• [What needs to be done]: Would you transcribe each entry exactly as it stands, omitting the pictures?
───── Records for the task ─────
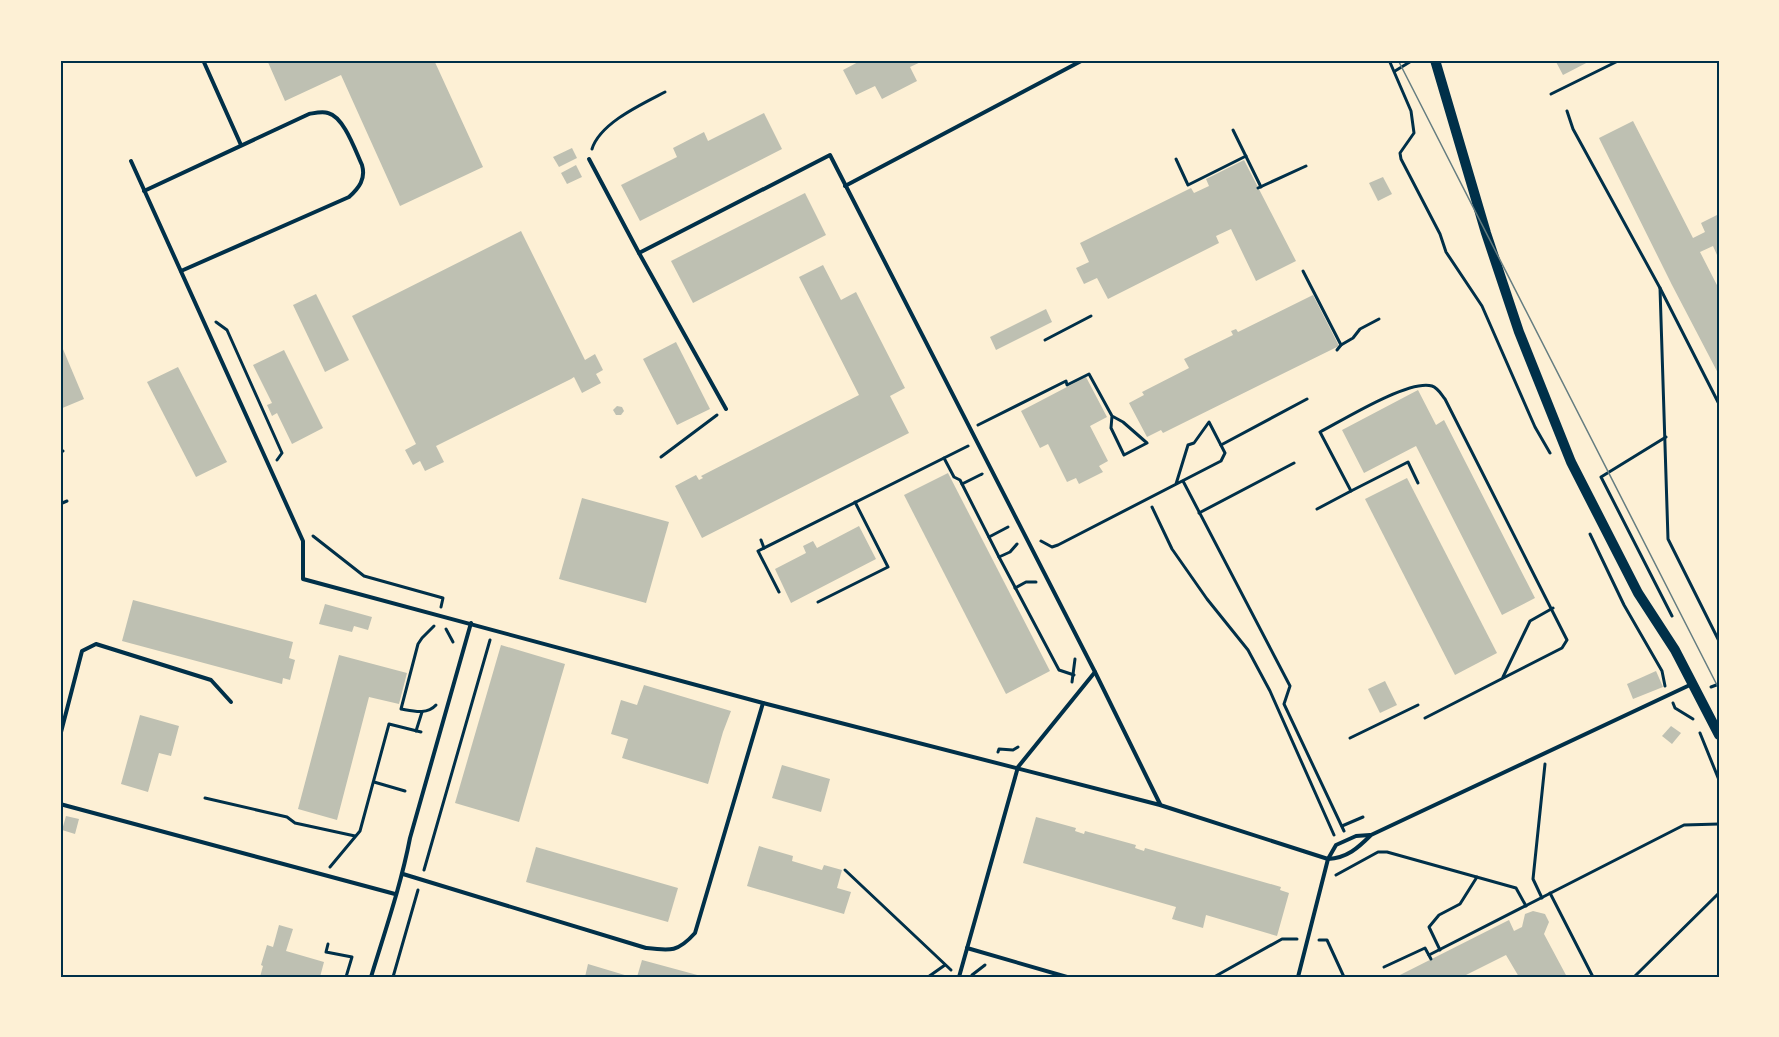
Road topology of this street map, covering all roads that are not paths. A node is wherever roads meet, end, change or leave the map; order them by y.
1 (203, 60) edge
2 (1083, 60) edge
3 (1435, 60) edge
4 (241, 145) junction
5 (589, 159) road end
6 (131, 161) dead end
7 (845, 186) junction
8 (144, 191) junction
9 (639, 253) junction
10 (181, 272) junction
11 (726, 409) road end
12 (471, 623) junction
13 (1095, 672) junction
14 (1693, 684) junction
15 (231, 702) dead end
16 (763, 703) junction
17 (1719, 735) edge
18 (60, 736) edge
19 (1018, 767) junction
20 (60, 804) edge
21 (1160, 805) junction
22 (1371, 835) junction
23 (1328, 859) junction
24 (403, 874) junction
25 (395, 894) junction
26 (967, 948) junction
27 (371, 977) edge
28 (958, 977) edge
29 (1067, 977) edge
30 (1298, 977) edge

1 - 4 lane
2 - 7 lane
3 - 14 street
4 - 8 lane
4 - 10 lane
5 - 9 lane
6 - 8 lane
7 - 9 lane
7 - 13 lane
8 - 10 lane
9 - 11 lane
10 - 12 lane
12 - 16 lane
12 - 24 lane
13 - 19 lane
13 - 21 lane
14 - 17 street
14 - 22 lane
15 - 18 lane
16 - 19 lane
16 - 24 lane
19 - 21 lane
19 - 26 lane
20 - 25 lane
21 - 23 lane
22 - 23 lane
22 - 23 lane
23 - 30 lane
24 - 25 lane
25 - 27 lane
26 - 28 lane
26 - 29 lane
─────
• [Output of the task]:
Road topology of this street map, covering all roads that are not paths. A node is wherever roads meet, end, change or leave the map; order them by y.
1 (203, 60) edge
2 (1083, 60) edge
3 (1435, 60) edge
4 (241, 145) junction
5 (589, 159) road end
6 (131, 161) dead end
7 (845, 186) junction
8 (144, 191) junction
9 (639, 253) junction
10 (181, 272) junction
11 (726, 409) road end
12 (471, 623) junction
13 (1095, 672) junction
14 (1693, 684) junction
15 (231, 702) dead end
16 (763, 703) junction
17 (1719, 735) edge
18 (60, 736) edge
19 (1018, 767) junction
20 (60, 804) edge
21 (1160, 805) junction
22 (1371, 835) junction
23 (1328, 859) junction
24 (403, 874) junction
25 (395, 894) junction
26 (967, 948) junction
27 (371, 977) edge
28 (958, 977) edge
29 (1067, 977) edge
30 (1298, 977) edge

1 - 4 lane
2 - 7 lane
3 - 14 street
4 - 8 lane
4 - 10 lane
5 - 9 lane
6 - 8 lane
7 - 9 lane
7 - 13 lane
8 - 10 lane
9 - 11 lane
10 - 12 lane
12 - 16 lane
12 - 24 lane
13 - 19 lane
13 - 21 lane
14 - 17 street
14 - 22 lane
15 - 18 lane
16 - 19 lane
16 - 24 lane
19 - 21 lane
19 - 26 lane
20 - 25 lane
21 - 23 lane
22 - 23 lane
22 - 23 lane
23 - 30 lane
24 - 25 lane
25 - 27 lane
26 - 28 lane
26 - 29 lane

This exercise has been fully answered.